▶ _Work request_: Write the data out again, character for character, with no images.

******************************

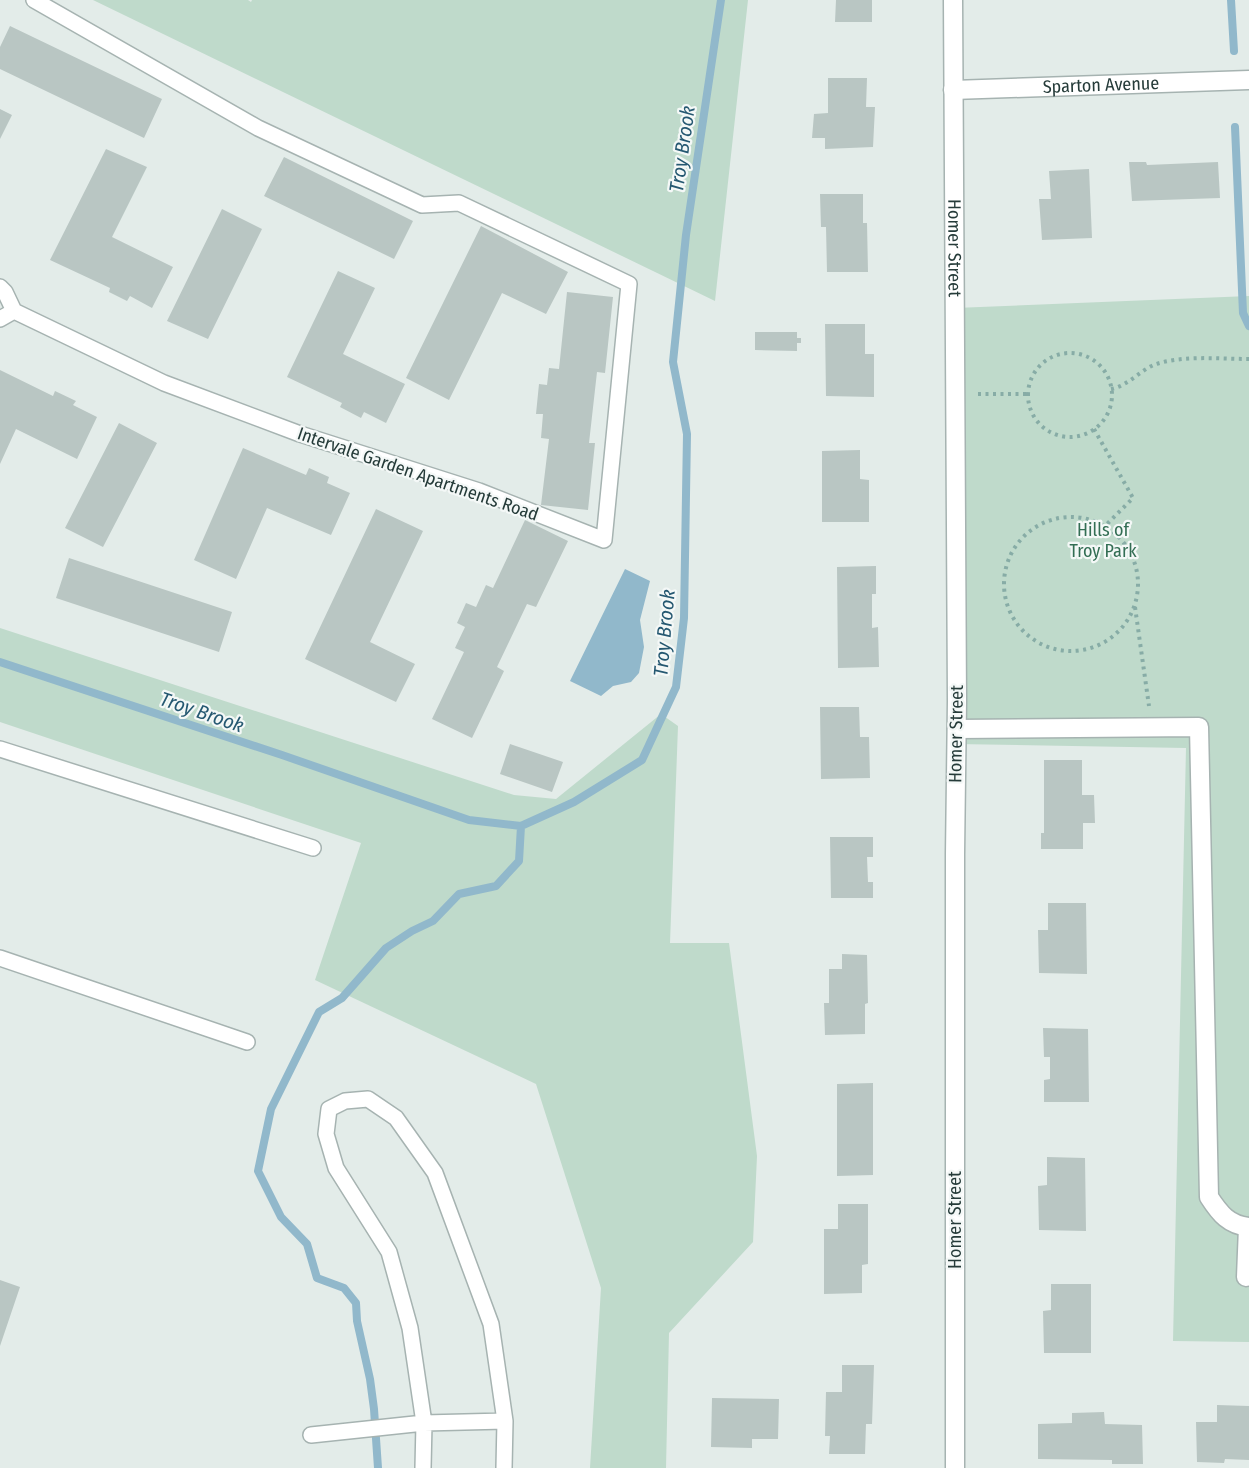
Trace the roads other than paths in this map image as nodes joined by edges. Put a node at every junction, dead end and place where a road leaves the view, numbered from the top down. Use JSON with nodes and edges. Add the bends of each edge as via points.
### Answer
{"nodes":[{"id":1,"x":34,"y":0,"type":"edge"},
{"id":2,"x":953,"y":0,"type":"edge"},
{"id":3,"x":1249,"y":80,"type":"edge"},
{"id":4,"x":953,"y":90,"type":"junction"},
{"id":5,"x":0,"y":286,"type":"edge"},
{"id":6,"x":14,"y":311,"type":"junction"},
{"id":7,"x":0,"y":319,"type":"edge"},
{"id":8,"x":957,"y":729,"type":"junction"},
{"id":9,"x":0,"y":749,"type":"edge"},
{"id":10,"x":313,"y":848,"type":"dead end"},
{"id":11,"x":0,"y":958,"type":"edge"},
{"id":12,"x":247,"y":1042,"type":"dead end"},
{"id":13,"x":1248,"y":1227,"type":"edge"},
{"id":14,"x":1246,"y":1277,"type":"dead end"},
{"id":15,"x":505,"y":1421,"type":"junction"},
{"id":16,"x":423,"y":1423,"type":"junction"},
{"id":17,"x":311,"y":1435,"type":"dead end"},
{"id":18,"x":423,"y":1468,"type":"edge"},
{"id":19,"x":504,"y":1468,"type":"edge"},
{"id":20,"x":955,"y":1468,"type":"edge"}],
"edges":[{"from":1,"to":6,"type":"lane","name":"Intervale Garden Apartments Road","via":[[258,128],[422,205],[459,203],[629,284],[604,540],[479,491],[300,434],[164,383]]},
{"from":2,"to":4,"type":"street","name":"Homer Street"},
{"from":3,"to":4,"type":"street","name":"Sparton Avenue"},
{"from":4,"to":8,"type":"street","name":"Homer Street"},
{"from":5,"to":6,"type":"lane"},
{"from":6,"to":7,"type":"lane"},
{"from":8,"to":13,"type":"street","via":[[1199,727],[1209,1197],[1220,1214],[1235,1225]]},
{"from":8,"to":20,"type":"street","name":"Homer Street"},
{"from":9,"to":10,"type":"lane"},
{"from":11,"to":12,"type":"lane"},
{"from":13,"to":14,"type":"street"},
{"from":15,"to":16,"type":"lane"},
{"from":15,"to":16,"type":"lane","via":[[491,1324],[435,1173],[396,1118],[368,1099],[345,1101],[329,1109],[326,1134],[336,1168],[389,1251],[410,1328]]},
{"from":15,"to":19,"type":"lane"},
{"from":16,"to":17,"type":"lane"},
{"from":16,"to":18,"type":"lane"}]}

******************************

▶ _Your response_:
Trace the roads other than paths in this map image as nodes joined by edges. Put a node at every junction, dead end and place where a road leaves the view, numbered from the top down. Use JSON with nodes and edges. Add the bends of each edge as via points.
### Answer
{"nodes":[{"id":1,"x":34,"y":0,"type":"edge"},
{"id":2,"x":953,"y":0,"type":"edge"},
{"id":3,"x":1249,"y":80,"type":"edge"},
{"id":4,"x":953,"y":90,"type":"junction"},
{"id":5,"x":0,"y":286,"type":"edge"},
{"id":6,"x":14,"y":311,"type":"junction"},
{"id":7,"x":0,"y":319,"type":"edge"},
{"id":8,"x":957,"y":729,"type":"junction"},
{"id":9,"x":0,"y":749,"type":"edge"},
{"id":10,"x":313,"y":848,"type":"dead end"},
{"id":11,"x":0,"y":958,"type":"edge"},
{"id":12,"x":247,"y":1042,"type":"dead end"},
{"id":13,"x":1248,"y":1227,"type":"edge"},
{"id":14,"x":1246,"y":1277,"type":"dead end"},
{"id":15,"x":505,"y":1421,"type":"junction"},
{"id":16,"x":423,"y":1423,"type":"junction"},
{"id":17,"x":311,"y":1435,"type":"dead end"},
{"id":18,"x":423,"y":1468,"type":"edge"},
{"id":19,"x":504,"y":1468,"type":"edge"},
{"id":20,"x":955,"y":1468,"type":"edge"}],
"edges":[{"from":1,"to":6,"type":"lane","name":"Intervale Garden Apartments Road","via":[[258,128],[422,205],[459,203],[629,284],[604,540],[479,491],[300,434],[164,383]]},
{"from":2,"to":4,"type":"street","name":"Homer Street"},
{"from":3,"to":4,"type":"street","name":"Sparton Avenue"},
{"from":4,"to":8,"type":"street","name":"Homer Street"},
{"from":5,"to":6,"type":"lane"},
{"from":6,"to":7,"type":"lane"},
{"from":8,"to":13,"type":"street","via":[[1199,727],[1209,1197],[1220,1214],[1235,1225]]},
{"from":8,"to":20,"type":"street","name":"Homer Street"},
{"from":9,"to":10,"type":"lane"},
{"from":11,"to":12,"type":"lane"},
{"from":13,"to":14,"type":"street"},
{"from":15,"to":16,"type":"lane"},
{"from":15,"to":16,"type":"lane","via":[[491,1324],[435,1173],[396,1118],[368,1099],[345,1101],[329,1109],[326,1134],[336,1168],[389,1251],[410,1328]]},
{"from":15,"to":19,"type":"lane"},
{"from":16,"to":17,"type":"lane"},
{"from":16,"to":18,"type":"lane"}]}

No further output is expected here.